= Teri Kanefield =

American lawyer and writer

Teri Kanefield is an American attorney and author. A graduate of the University of California Berkeley School of Law, she specialized for twelve years in representing indigent clients on appeal from adverse rulings, a focus she often brings to her legal commentary. She passed the California bar in 2003. Her legal analyses have appeared in The Washington Post, NBC News, CNN, and other major media outlets.

Kanefield has written fiction and nonfiction books for children and young adults. The Girl from the Tar Paper School: Barbara Rose Johns and the Advent of the Civil Rights Movement (2014) won the Jane Addams Children's Book Award and Orbis Pictus Award in 2015. Other awards include the Sydney Taylor Book Award (Notable) for Rivka's Way in 2001 and the Grateful American Foundation (Honorable Mention) for Andrew Jackson which is part of her six book series The Making of America.

Kanefield's 2024 book, A Firehose of Falsehood: The Story of Disinformation, is named after the firehose of falsehood propaganda technique autocratic politicians use overwhelm and confuse their citizens and thus gain and retain power.
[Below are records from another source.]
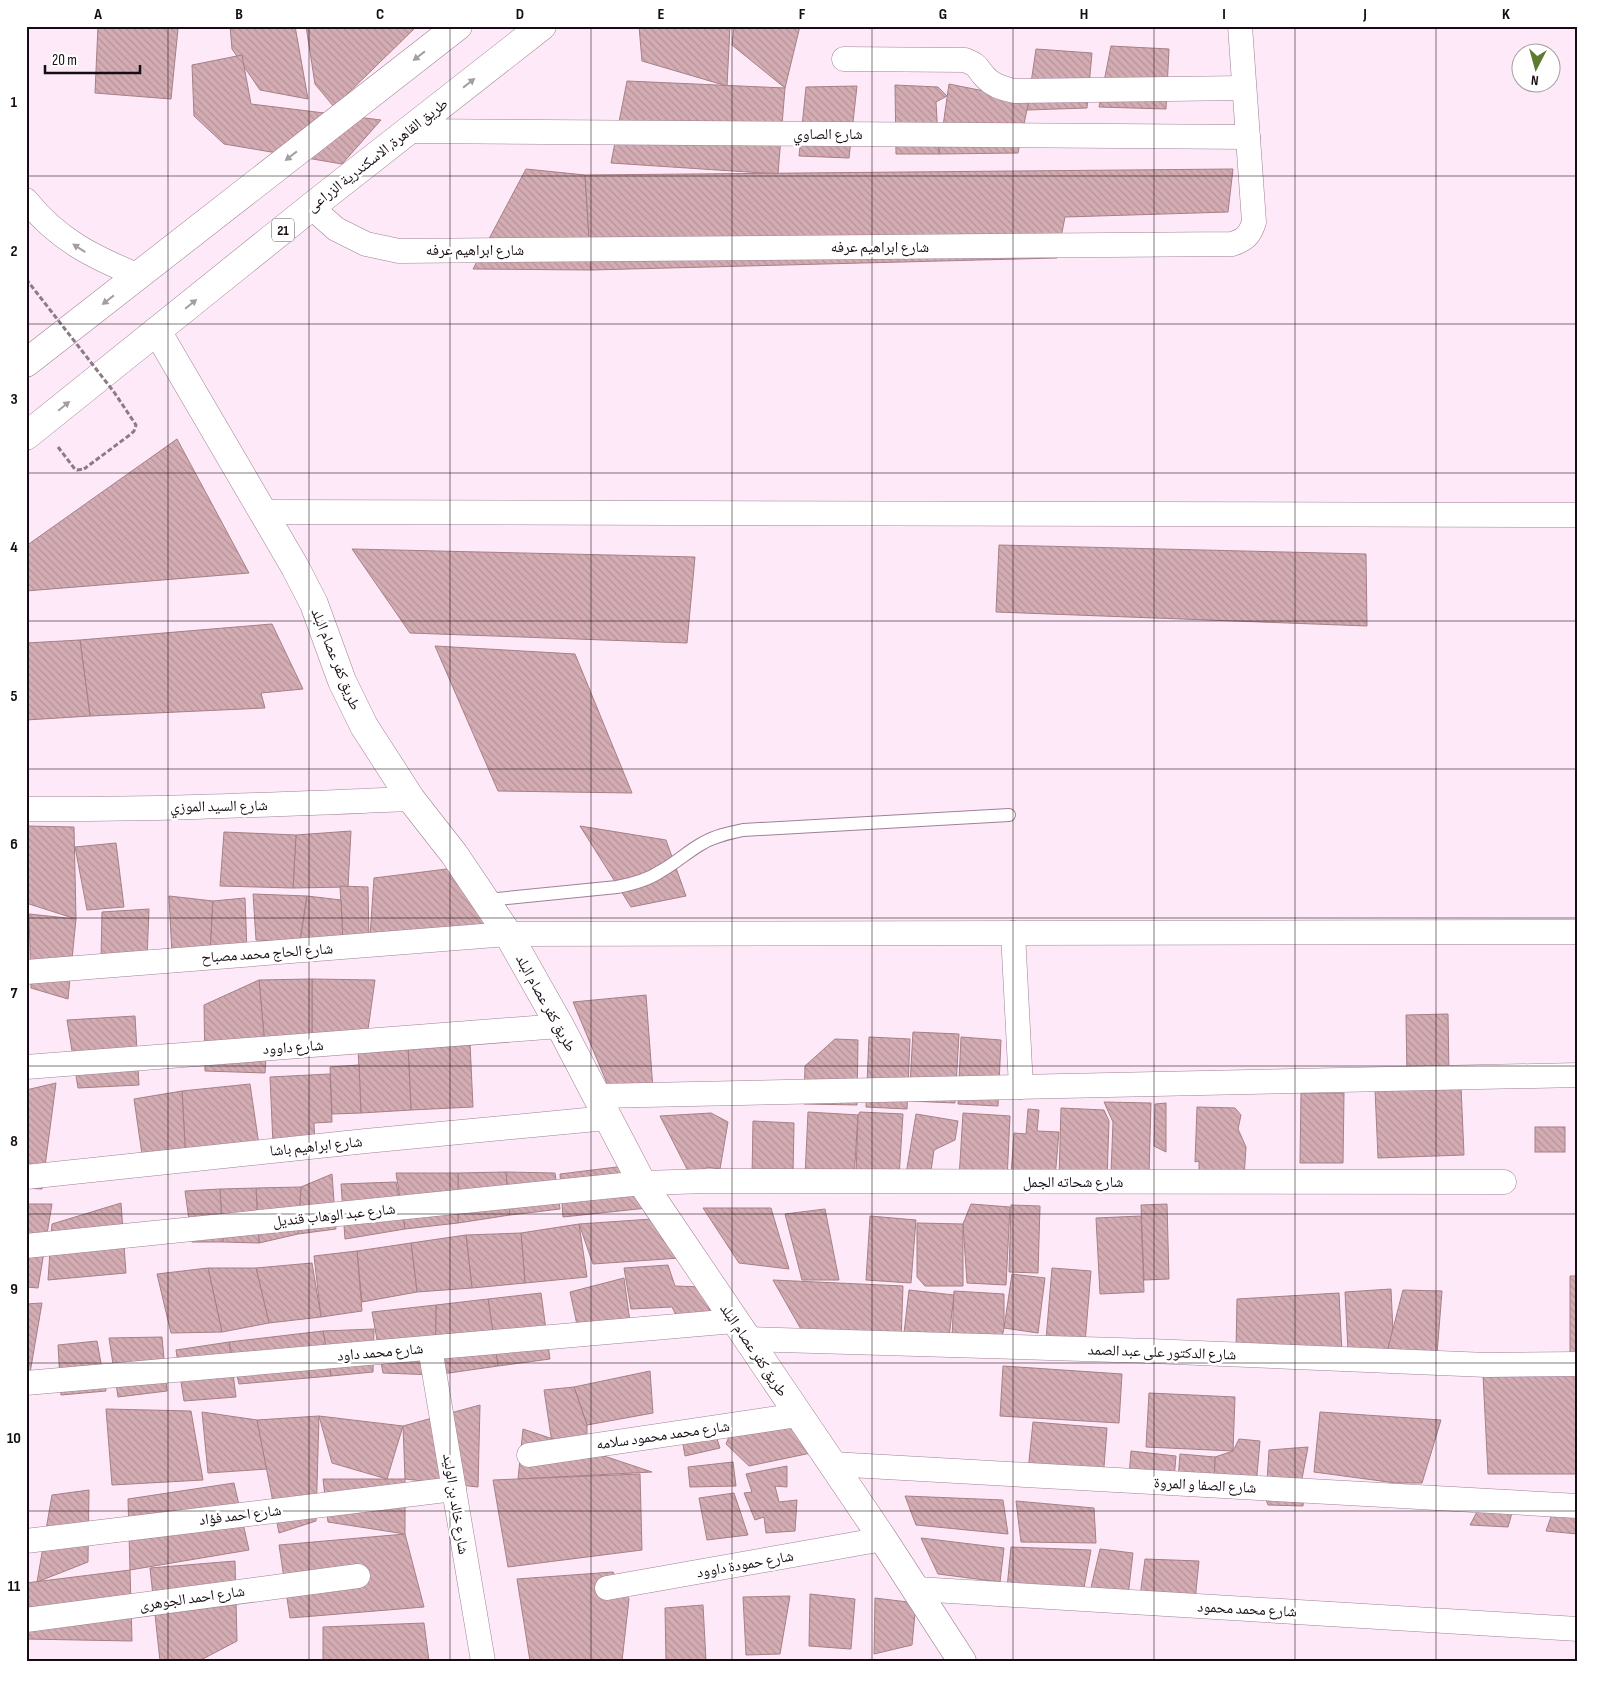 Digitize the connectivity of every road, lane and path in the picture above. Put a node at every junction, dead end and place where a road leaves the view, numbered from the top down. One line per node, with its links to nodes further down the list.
1 (458, 26): 10 (main road, one-way to 10)
2 (542, 26): 6 (main road, طريق القاهرة, الاسكندرية الزراعى / 21, one-way to 2)
3 (1240, 26): 5 (street, شارع ابراهيم عرفه)
4 (844, 59): 5 (street)
5 (1244, 88): 7 (street, شارع ابراهيم عرفه)
6 (408, 131): 7 (street, شارع الصاوي); 9 (main road, طريق القاهرة, الاسكندرية الزراعى / 21)
7 (1248, 136): 9 (street, شارع ابراهيم عرفه)
8 (26, 200): 10 (street, one-way to 8)
9 (311, 207): 12 (main road, طريق القاهرة, الاسكندرية الزراعى / 21, one-way to 9)
10 (139, 276): 13 (main road, one-way to 13)
11 (27, 282): 15 (path, bridge)
12 (157, 331): 14 (main road, طريق القاهرة, الاسكندرية الزراعى / 21, one-way to 12); 16 (main road, طريق كفر عصام البلد)
13 (26, 363)
14 (26, 436)
15 (84, 469)
16 (264, 512): 17 (street); 18 (main road, طريق كفر عصام البلد)
17 (1578, 515)
18 (411, 798): 19 (street, شارع السيد الموزي); 21 (main road, طريق كفر عصام البلد)
19 (26, 808)
20 (1009, 815): 21 (lane)
21 (487, 900): 24 (main road, طريق كفر عصام البلد)
22 (1578, 932): 23 (street, شارع الحاج محمد مصباح)
23 (1013, 933): 24 (street, شارع الحاج محمد مصباح); 29 (street)
24 (508, 934): 25 (street, شارع الحاج محمد مصباح); 26 (main road, طريق كفر عصام البلد)
25 (26, 972)
26 (560, 1026): 27 (street, شارع داوود); 30 (main road, طريق كفر عصام البلد)
27 (26, 1067)
28 (1578, 1075): 29 (street, شارع ابراهيم باشا)
29 (1021, 1087): 30 (street, شارع ابراهيم باشا)
30 (602, 1107): 31 (street, شارع ابراهيم باشا); 33 (main road, طريق كفر عصام البلد)
31 (26, 1177)
32 (1504, 1182): 33 (street, شارع شحاته الجمل)
33 (642, 1183): 34 (street, شارع عبد الوهاب قنديل); 35 (main road, طريق كفر عصام البلد)
34 (26, 1246)
35 (740, 1330): 36 (street, شارع محمد داود); 37 (street, شارع الدكتور على عبد الصمد); 39 (main road, طريق كفر عصام البلد)
36 (430, 1348): 38 (street, شارع محمد داود); 42 (street, شارع خالد بن الوليد)
37 (1578, 1364)
38 (26, 1383)
39 (798, 1415): 40 (street, شارع محمد محمود سلامه); 41 (main road, طريق كفر عصام البلد)
40 (529, 1455)
41 (832, 1464): 43 (street, شارع الصفا و المروة); 44 (main road, طريق كفر عصام البلد)
42 (454, 1489): 45 (street, شارع احمد فؤاد); 51 (street, شارع خالد بن الوليد)
43 (1578, 1506)
44 (883, 1539): 47 (street, شارع حمودة داوود); 48 (main road, طريق كفر عصام البلد)
45 (26, 1542)
46 (358, 1576): 49 (street, شارع احمد الجوهرى)
47 (607, 1588)
48 (917, 1589): 50 (street, شارع محمد محمود); 52 (main road, طريق كفر عصام البلد)
49 (26, 1620)
50 (1578, 1629)
51 (482, 1661)
52 (962, 1661)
The book reviews the history and tactics of this method of spreading disinformation through modern times. It highlights the propaganda tactics of Hitler and Mussolini, connecting historical disinformation to modern examples, such as Vladimir Putin’s use of social media to influence U.S. politics and Donald Trump’s rise through repeated falsehoods. Drawing on insights from scholars, the book ends with practical strategies, referred to as "raincoats", for resisting disinformation and strengthening democracy.
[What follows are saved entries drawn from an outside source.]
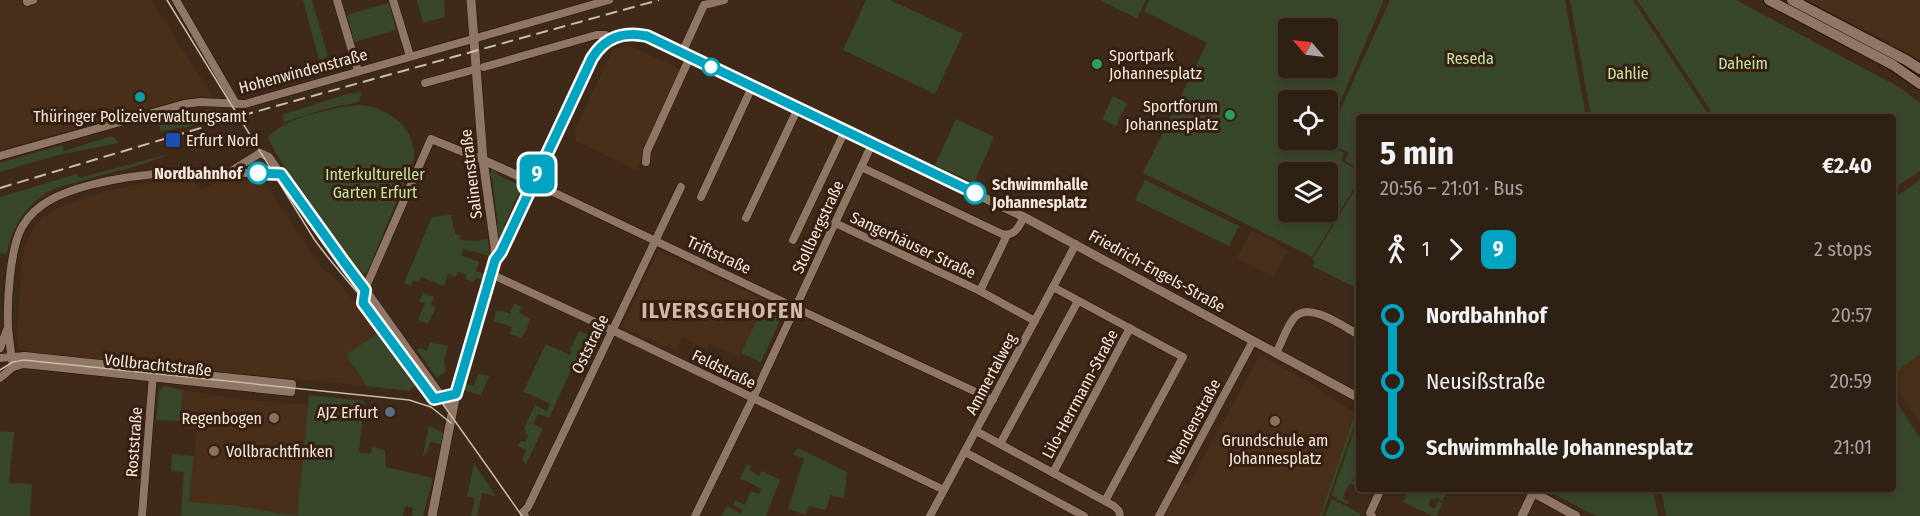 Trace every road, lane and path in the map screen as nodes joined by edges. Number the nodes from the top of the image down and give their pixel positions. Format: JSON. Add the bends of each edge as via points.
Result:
{"nodes":[{"id":1,"x":176,"y":0,"type":"edge"},
{"id":2,"x":337,"y":0,"type":"edge"},
{"id":3,"x":393,"y":0,"type":"edge"},
{"id":4,"x":471,"y":0,"type":"edge"},
{"id":5,"x":609,"y":0,"type":"edge"},
{"id":6,"x":724,"y":0,"type":"edge"},
{"id":7,"x":1769,"y":0,"type":"edge"},
{"id":8,"x":1792,"y":0,"type":"edge"},
{"id":9,"x":474,"y":38,"type":"junction"},
{"id":10,"x":609,"y":39,"type":"junction"},
{"id":11,"x":686,"y":55,"type":"junction"},
{"id":12,"x":410,"y":56,"type":"junction"},
{"id":13,"x":480,"y":68,"type":"junction"},
{"id":14,"x":1920,"y":69,"type":"edge"},
{"id":15,"x":358,"y":71,"type":"junction"},
{"id":16,"x":425,"y":83,"type":"dead end"},
{"id":17,"x":1920,"y":84,"type":"edge"},
{"id":18,"x":752,"y":87,"type":"junction"},
{"id":19,"x":236,"y":104,"type":"junction"},
{"id":20,"x":798,"y":108,"type":"junction"},
{"id":21,"x":845,"y":131,"type":"junction"},
{"id":22,"x":872,"y":144,"type":"junction"},
{"id":23,"x":0,"y":156,"type":"edge"},
{"id":24,"x":483,"y":160,"type":"junction"},
{"id":25,"x":646,"y":162,"type":"dead end"},
{"id":26,"x":861,"y":167,"type":"junction"},
{"id":27,"x":230,"y":172,"type":"junction"},
{"id":28,"x":281,"y":174,"type":"junction"},
{"id":29,"x":532,"y":182,"type":"junction"},
{"id":30,"x":681,"y":188,"type":"dead end"},
{"id":31,"x":700,"y":196,"type":"dead end"},
{"id":32,"x":1023,"y":217,"type":"junction"},
{"id":33,"x":746,"y":218,"type":"dead end"},
{"id":34,"x":835,"y":223,"type":"junction"},
{"id":35,"x":1007,"y":235,"type":"junction"},
{"id":36,"x":793,"y":240,"type":"dead end"},
{"id":37,"x":655,"y":241,"type":"junction"},
{"id":38,"x":1076,"y":244,"type":"junction"},
{"id":39,"x":495,"y":260,"type":"junction"},
{"id":40,"x":491,"y":274,"type":"junction"},
{"id":41,"x":1053,"y":287,"type":"junction"},
{"id":42,"x":365,"y":290,"type":"junction"},
{"id":43,"x":980,"y":291,"type":"junction"},
{"id":44,"x":1078,"y":301,"type":"junction"},
{"id":45,"x":796,"y":308,"type":"junction"},
{"id":46,"x":1035,"y":321,"type":"junction"},
{"id":47,"x":8,"y":325,"type":"junction"},
{"id":48,"x":1130,"y":328,"type":"junction"},
{"id":49,"x":612,"y":330,"type":"junction"},
{"id":50,"x":1356,"y":333,"type":"edge"},
{"id":51,"x":1253,"y":340,"type":"junction"},
{"id":52,"x":0,"y":348,"type":"edge"},
{"id":53,"x":1276,"y":353,"type":"junction"},
{"id":54,"x":0,"y":358,"type":"edge"},
{"id":55,"x":12,"y":360,"type":"junction"},
{"id":56,"x":153,"y":374,"type":"junction"},
{"id":57,"x":0,"y":378,"type":"edge"},
{"id":58,"x":292,"y":384,"type":"dead end"},
{"id":59,"x":1356,"y":396,"type":"edge"},
{"id":60,"x":753,"y":398,"type":"junction"},
{"id":61,"x":993,"y":399,"type":"junction"},
{"id":62,"x":452,"y":411,"type":"junction"},
{"id":63,"x":976,"y":430,"type":"junction"},
{"id":64,"x":1000,"y":444,"type":"junction"},
{"id":65,"x":965,"y":452,"type":"junction"},
{"id":66,"x":1053,"y":473,"type":"junction"},
{"id":67,"x":944,"y":490,"type":"junction"},
{"id":68,"x":1379,"y":492,"type":"edge"},
{"id":69,"x":1530,"y":492,"type":"edge"},
{"id":70,"x":1532,"y":492,"type":"edge"},
{"id":71,"x":1105,"y":501,"type":"junction"},
{"id":72,"x":524,"y":514,"type":"edge"},
{"id":73,"x":142,"y":516,"type":"edge"},
{"id":74,"x":432,"y":516,"type":"edge"},
{"id":75,"x":695,"y":516,"type":"edge"},
{"id":76,"x":930,"y":516,"type":"edge"},
{"id":77,"x":1084,"y":516,"type":"edge"},
{"id":78,"x":1120,"y":516,"type":"edge"},
{"id":79,"x":1159,"y":516,"type":"edge"},
{"id":80,"x":1372,"y":516,"type":"edge"},
{"id":81,"x":1522,"y":516,"type":"edge"},
{"id":82,"x":1576,"y":516,"type":"edge"}],
"edges":[{"from":1,"to":19,"type":"street"},
{"from":2,"to":15,"type":"street"},
{"from":3,"to":12,"type":"street"},
{"from":4,"to":9,"type":"street","name":"Salinenstraße"},
{"from":5,"to":9,"type":"street","name":"Hohenwindenstraße"},
{"from":6,"to":11,"type":"street","via":[[704,5]]},
{"from":7,"to":17,"type":"main road","via":[[1893,65]]},
{"from":8,"to":14,"type":"main road"},
{"from":9,"to":12,"type":"street","name":"Hohenwindenstraße"},
{"from":9,"to":13,"type":"street","name":"Salinenstraße"},
{"from":10,"to":11,"type":"street","name":"Friedrich-Engels-Straße","via":[[624,34],[647,36]]},
{"from":10,"to":13,"type":"street","via":[[596,35]]},
{"from":10,"to":29,"type":"street","via":[[592,58]]},
{"from":11,"to":18,"type":"street","name":"Friedrich-Engels-Straße"},
{"from":11,"to":25,"type":"street"},
{"from":12,"to":15,"type":"street","name":"Hohenwindenstraße"},
{"from":13,"to":16,"type":"street"},
{"from":13,"to":24,"type":"street","name":"Salinenstraße"},
{"from":15,"to":19,"type":"street","name":"Hohenwindenstraße"},
{"from":18,"to":20,"type":"street","name":"Friedrich-Engels-Straße"},
{"from":18,"to":31,"type":"street"},
{"from":19,"to":23,"type":"street","name":"Hohenwindenstraße","via":[[184,104]]},
{"from":20,"to":21,"type":"street","name":"Friedrich-Engels-Straße"},
{"from":20,"to":33,"type":"street"},
{"from":21,"to":22,"type":"street","name":"Friedrich-Engels-Straße"},
{"from":21,"to":36,"type":"street"},
{"from":22,"to":26,"type":"street","name":"Stollbergstraße"},
{"from":22,"to":32,"type":"street","name":"Friedrich-Engels-Straße"},
{"from":24,"to":29,"type":"street","name":"Triftstraße"},
{"from":24,"to":39,"type":"street","name":"Salinenstraße"},
{"from":24,"to":42,"type":"street","name":"Triftstraße","via":[[431,139]]},
{"from":26,"to":34,"type":"street","name":"Stollbergstraße"},
{"from":26,"to":35,"type":"street"},
{"from":27,"to":28,"type":"street"},
{"from":27,"to":28,"type":"street","via":[[260,153],[269,157]]},
{"from":27,"to":47,"type":"street","via":[[187,171],[126,177],[78,188],[41,205],[16,239]]},
{"from":28,"to":42,"type":"street"},
{"from":29,"to":37,"type":"street","name":"Triftstraße"},
{"from":29,"to":39,"type":"street"},
{"from":30,"to":37,"type":"street","name":"Oststraße"},
{"from":32,"to":35,"type":"street","via":[[1016,231]]},
{"from":32,"to":38,"type":"street","name":"Friedrich-Engels-Straße"},
{"from":34,"to":43,"type":"street","name":"Sangerhäuser Straße"},
{"from":34,"to":45,"type":"street","name":"Stollbergstraße"},
{"from":35,"to":43,"type":"street","name":"Sangerhäuser Straße"},
{"from":37,"to":45,"type":"street","name":"Triftstraße"},
{"from":37,"to":49,"type":"street","name":"Oststraße"},
{"from":38,"to":41,"type":"street","name":"Ammertalweg"},
{"from":38,"to":51,"type":"street","name":"Friedrich-Engels-Straße"},
{"from":39,"to":40,"type":"street","name":"Salinenstraße"},
{"from":40,"to":49,"type":"street","name":"Feldstraße"},
{"from":40,"to":62,"type":"street","name":"Salinenstraße"},
{"from":41,"to":44,"type":"street","name":"Lilo-Herrmann-Straße"},
{"from":41,"to":46,"type":"street","name":"Ammertalweg"},
{"from":42,"to":62,"type":"street"},
{"from":43,"to":46,"type":"street","name":"Sangerhäuser Straße"},
{"from":44,"to":48,"type":"street","name":"Lilo-Herrmann-Straße"},
{"from":44,"to":64,"type":"street"},
{"from":45,"to":60,"type":"street","name":"Stollbergstraße"},
{"from":45,"to":61,"type":"street","name":"Triftstraße"},
{"from":46,"to":61,"type":"street","name":"Ammertalweg"},
{"from":47,"to":52,"type":"street"},
{"from":47,"to":55,"type":"street"},
{"from":48,"to":66,"type":"street","name":"Lilo-Herrmann-Straße"},
{"from":48,"to":71,"type":"street","name":"Lilo-Herrmann-Straße","via":[[1183,357]]},
{"from":49,"to":60,"type":"street","name":"Feldstraße"},
{"from":49,"to":72,"type":"street","name":"Oststraße"},
{"from":50,"to":53,"type":"street","via":[[1316,312],[1304,312],[1295,316]]},
{"from":51,"to":53,"type":"street","name":"Friedrich-Engels-Straße"},
{"from":51,"to":79,"type":"street","name":"Wendenstraße"},
{"from":53,"to":59,"type":"street","name":"Friedrich-Engels-Straße"},
{"from":54,"to":55,"type":"street","name":"Vollbrachtstraße"},
{"from":55,"to":56,"type":"street","name":"Vollbrachtstraße"},
{"from":55,"to":56,"type":"street","name":"Vollbrachtstraße","via":[[25,356]]},
{"from":55,"to":57,"type":"street"},
{"from":56,"to":58,"type":"street"},
{"from":56,"to":73,"type":"street","name":"Roststraße"},
{"from":60,"to":67,"type":"street","name":"Feldstraße"},
{"from":60,"to":75,"type":"street","name":"Stollbergstraße"},
{"from":61,"to":63,"type":"street","name":"Ammertalweg"},
{"from":62,"to":74,"type":"street","name":"Salinenstraße"},
{"from":63,"to":64,"type":"street","name":"Lilo-Herrmann-Straße"},
{"from":63,"to":65,"type":"street","name":"Ammertalweg"},
{"from":64,"to":66,"type":"street","name":"Lilo-Herrmann-Straße"},
{"from":65,"to":67,"type":"street","name":"Ammertalweg"},
{"from":65,"to":77,"type":"street"},
{"from":66,"to":71,"type":"street","name":"Lilo-Herrmann-Straße"},
{"from":67,"to":76,"type":"street","name":"Ammertalweg"},
{"from":68,"to":80,"type":"street","via":[[1370,509]]},
{"from":69,"to":81,"type":"street"},
{"from":70,"to":82,"type":"street"},
{"from":71,"to":78,"type":"street","name":"Lilo-Herrmann-Straße","via":[[1117,508]]}]}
In 2025 she wrote Rebels, Robbers, and Radicals: The Story of the Bill of Rights, which examines the Bill of Rights, describing each of the ten amendments and relevant court cases associated with them. The Bill of Rights is presented as a tension between rights and equality, rooted in its origins as a compromise between Federalists and anti-Federalists. It explores the contradictions within the Bill of Rights, noting it was crafted by enslavers and only grew more inclusive through the efforts of marginalized communities.
Born in St. Louis, Missouri, as of 2023 she resides in San Luis Obispo, California.

==Books (selected)==
- "Rivka's Way" (2001)
- "The Girl from the Tar Paper School: Barbara Rose Johns and the Advent of the Civil Rights Movement" (2014)
- "The Extraordinary Suzy Wright: A Colonial Woman on the Frontier" (2016)
- "The Making of America: Andrew Jackson" (2018)
- "The Making of America: Franklin D. Roosevelt" (2019)
- "A Firehose of Falsehood: The Story of Disinformation" (2024)
- "Rebels, Robbers, and Radicals: The Story of the Bill of Rights" (2025)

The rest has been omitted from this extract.